FIG. 1 is an explanatory view of a short axis cross section of a glass bulb for a cathode ray tube of the present invention.

[Explanation of symbols]

 DESCRIPTION OF SYMBOLS 10 Glass panel 11 Face part 12 Blend R part 13 Skirt part 14 Panel sealing end face part 20 Funnel 21 Funnel sealing end face part 22 Reference line 30 Amorphous frit

Claims (3)

[Claims] 1. A glass panel having a skirt portion connected via a blend R portion from a substantially rectangular face portion forming an effective screen, a funnel sealed to the glass panel, an electron gun joined to the funnel and mounted.

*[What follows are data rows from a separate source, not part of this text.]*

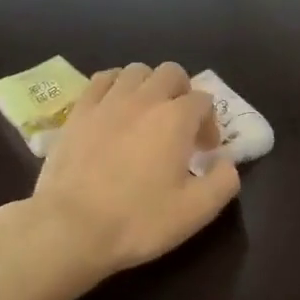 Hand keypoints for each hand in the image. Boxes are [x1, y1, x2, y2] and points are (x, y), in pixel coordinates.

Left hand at [31, 63, 239, 279]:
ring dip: (149, 85)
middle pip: (171, 72)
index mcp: (176, 119)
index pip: (203, 100)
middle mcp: (144, 99)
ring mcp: (107, 102)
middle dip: (183, 93)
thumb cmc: (139, 221)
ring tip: (147, 114)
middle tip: (180, 125)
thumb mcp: (196, 211)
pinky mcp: (78, 112)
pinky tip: (114, 107)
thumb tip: (227, 162)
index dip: (210, 123)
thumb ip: (223, 182)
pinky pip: (101, 80)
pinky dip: (115, 86)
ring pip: (136, 71)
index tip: (205, 151)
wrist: (71, 228) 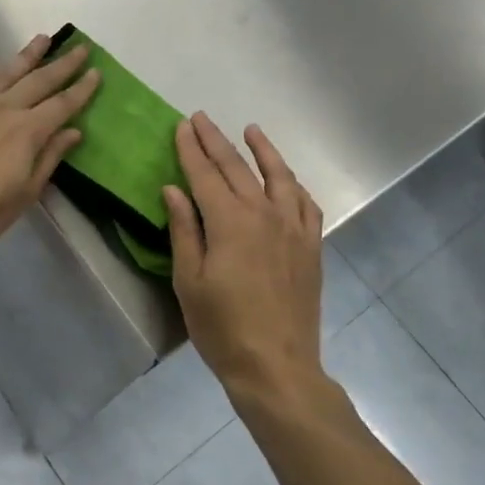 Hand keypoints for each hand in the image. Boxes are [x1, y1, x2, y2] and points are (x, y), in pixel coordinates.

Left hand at [0, 34, 99, 256]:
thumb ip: (48, 159)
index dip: (82, 89)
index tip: (97, 73)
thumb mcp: (24, 194)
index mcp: (28, 132)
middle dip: (63, 65)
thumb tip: (72, 132)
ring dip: (27, 55)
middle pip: (39, 81)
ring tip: (43, 38)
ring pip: (6, 73)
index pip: (62, 105)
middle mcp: (4, 110)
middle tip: (80, 48)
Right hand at [164, 114, 323, 399]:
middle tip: (201, 118)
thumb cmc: (222, 327)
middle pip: (237, 168)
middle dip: (216, 140)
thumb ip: (183, 230)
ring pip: (278, 176)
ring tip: (250, 130)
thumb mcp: (189, 281)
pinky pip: (305, 202)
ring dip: (262, 150)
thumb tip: (174, 190)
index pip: (205, 174)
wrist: (276, 365)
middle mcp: (264, 214)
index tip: (181, 126)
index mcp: (229, 222)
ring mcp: (293, 228)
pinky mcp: (311, 246)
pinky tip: (286, 179)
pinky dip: (292, 183)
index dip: (191, 149) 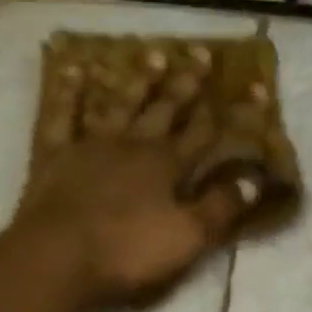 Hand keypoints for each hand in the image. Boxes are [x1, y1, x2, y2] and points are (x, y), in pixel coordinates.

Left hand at [14, 45, 259, 306]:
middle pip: (165, 109)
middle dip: (187, 84)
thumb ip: (221, 207)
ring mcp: (91, 145)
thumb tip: (255, 179)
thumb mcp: (187, 237)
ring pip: (120, 104)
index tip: (256, 88)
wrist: (59, 258)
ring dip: (138, 80)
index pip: (207, 133)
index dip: (233, 113)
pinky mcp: (54, 155)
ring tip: (154, 55)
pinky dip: (68, 92)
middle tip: (202, 54)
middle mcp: (132, 145)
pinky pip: (62, 115)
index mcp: (167, 165)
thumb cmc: (128, 252)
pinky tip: (73, 70) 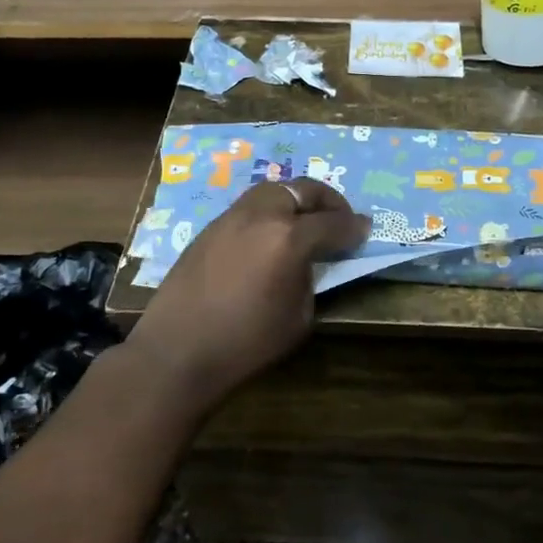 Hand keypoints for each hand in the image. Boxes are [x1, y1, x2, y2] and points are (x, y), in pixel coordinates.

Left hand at [124, 179, 368, 412]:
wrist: (178, 352)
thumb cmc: (246, 343)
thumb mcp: (298, 317)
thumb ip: (310, 279)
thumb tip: (310, 262)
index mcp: (289, 238)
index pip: (332, 223)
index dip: (353, 227)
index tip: (365, 230)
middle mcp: (261, 216)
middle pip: (302, 190)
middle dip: (326, 201)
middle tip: (338, 218)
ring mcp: (231, 217)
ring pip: (272, 191)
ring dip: (295, 200)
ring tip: (304, 221)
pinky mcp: (210, 228)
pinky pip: (248, 207)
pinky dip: (268, 212)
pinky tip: (270, 235) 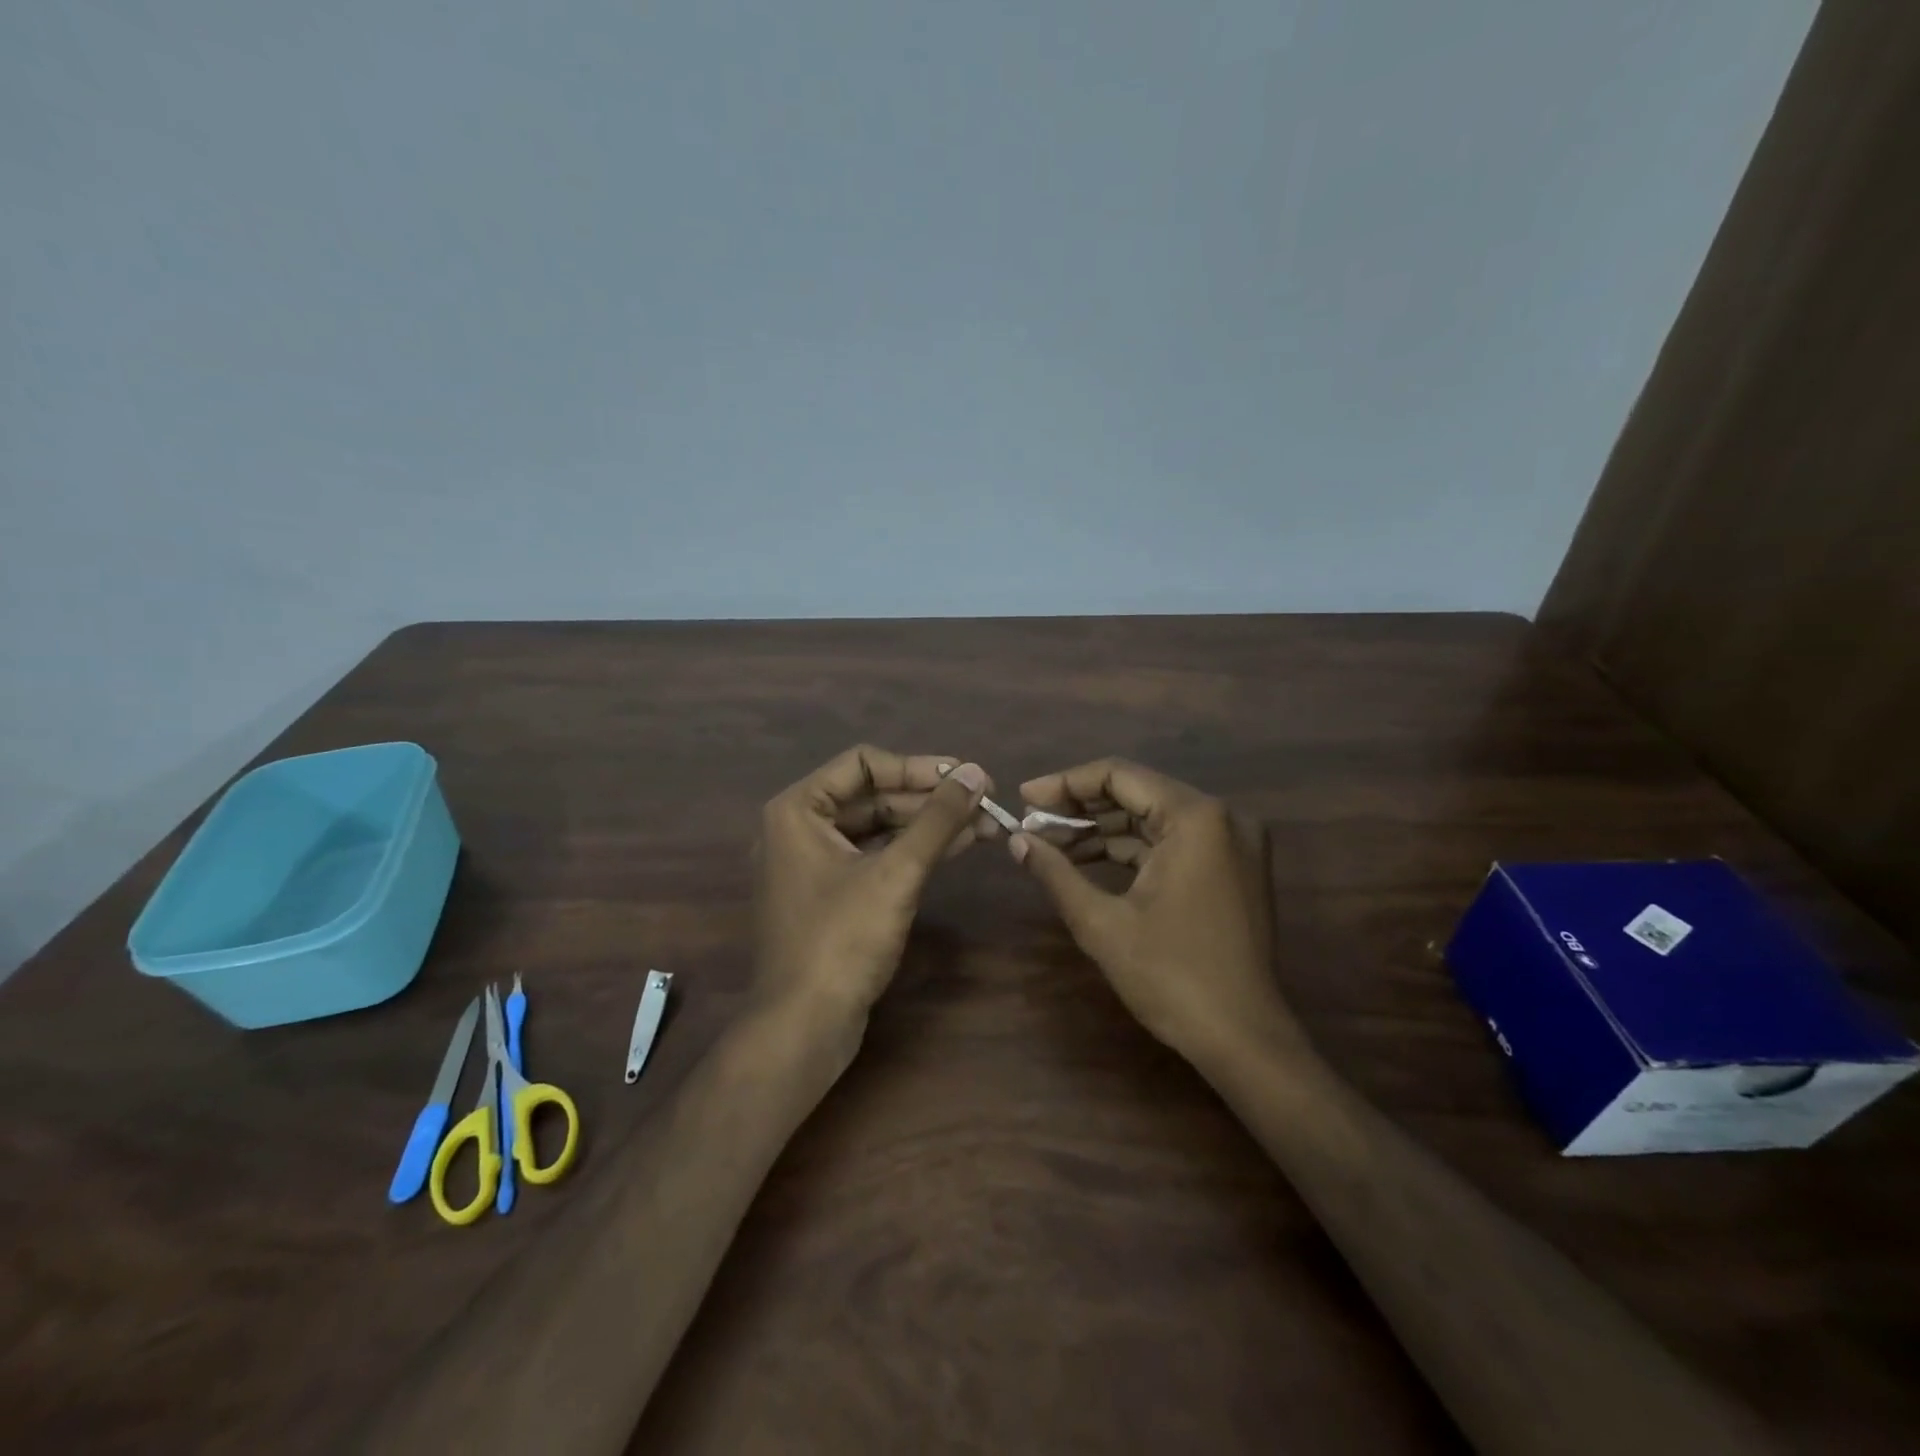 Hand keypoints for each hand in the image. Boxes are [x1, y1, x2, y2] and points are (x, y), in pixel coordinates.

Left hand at [753, 746, 991, 1032]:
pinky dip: (913, 851)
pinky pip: (875, 856)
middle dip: (930, 798)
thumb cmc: (843, 941)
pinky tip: (957, 845)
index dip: (919, 767)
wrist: (804, 1027)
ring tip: (985, 822)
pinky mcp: (832, 894)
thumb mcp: (896, 874)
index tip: (966, 776)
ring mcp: (814, 863)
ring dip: (929, 825)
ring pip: (878, 827)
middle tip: (985, 800)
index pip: (864, 763)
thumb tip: (975, 772)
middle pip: (873, 795)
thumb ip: (937, 819)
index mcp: (798, 810)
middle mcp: (800, 828)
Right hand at [1009, 759, 1303, 1065]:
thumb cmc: (1172, 977)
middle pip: (1137, 793)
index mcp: (1195, 818)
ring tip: (1051, 844)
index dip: (1065, 784)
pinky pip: (1173, 842)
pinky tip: (1089, 861)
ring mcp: (1233, 842)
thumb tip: (1016, 840)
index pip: (1119, 775)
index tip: (1025, 798)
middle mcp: (1221, 817)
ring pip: (1153, 818)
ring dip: (1103, 829)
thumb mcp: (1102, 923)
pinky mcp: (1232, 867)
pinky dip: (1132, 849)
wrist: (1244, 1040)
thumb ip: (1055, 872)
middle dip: (1081, 808)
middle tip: (1032, 823) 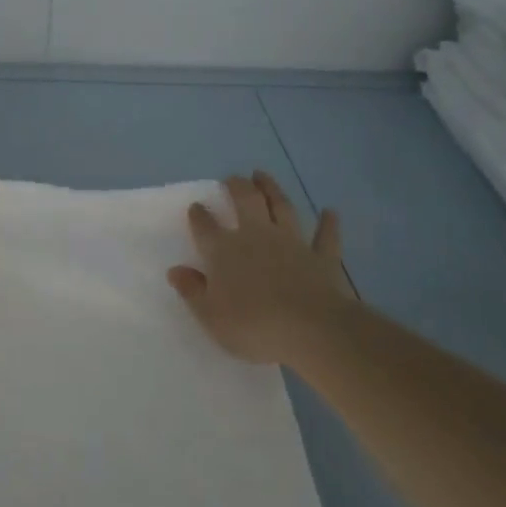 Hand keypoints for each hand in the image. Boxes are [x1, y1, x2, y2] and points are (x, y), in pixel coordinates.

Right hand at [168, 171, 357, 364]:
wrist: (311, 330)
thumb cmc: (253, 326)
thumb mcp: (211, 317)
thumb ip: (192, 291)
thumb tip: (175, 270)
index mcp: (224, 251)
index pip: (205, 226)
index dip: (199, 215)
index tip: (196, 206)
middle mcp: (256, 236)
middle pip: (245, 201)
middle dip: (236, 186)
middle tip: (232, 178)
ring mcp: (292, 242)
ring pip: (281, 207)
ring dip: (272, 189)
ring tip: (263, 175)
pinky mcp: (321, 256)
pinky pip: (326, 236)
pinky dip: (328, 223)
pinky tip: (330, 212)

In the glass bulb for a cathode ray tube, the effective screen diameter in the diagonal axis direction of the face portion of the glass panel is 600 mm or more, and the average radius of curvature of the outer surface of the face portion in all radial directions passing through the center of the face portion. 1000
A glass bulb for a cathode ray tube, which is not less than 0 mm and wherein the glass panel and the funnel are sealed with an amorphous frit. 2. The softening point of the amorphous frit is from 330 to 38.
2. The glass bulb for a cathode ray tube according to claim 1, wherein the glass bulb has a coefficient of thermal expansion at 0 ° C. and a temperature of 30 to 250 ° C. of 80 to 95 × 10 ⁻⁷ / ° C. 3. A length of a skirt portion in a tube axis direction from a contact point between an effective screen end portion of an inner surface of a face portion and a blend R portion on at least a short axis of a glass panel to an end face portion sealed to a funnel is defined as h. When the deflection angle of the yoke portion is θ, and the distance in the tube axis direction from the end face portion sealed to the glass panel of the funnel to the reference line is H, 1 / (0.22 tan (θ / 2)) − 1 <H / h
2. The glass bulb for a cathode ray tube according to claim 1, wherein the glass bulb has a relation of <1 / (0.18 tan ([theta] / 2))-1.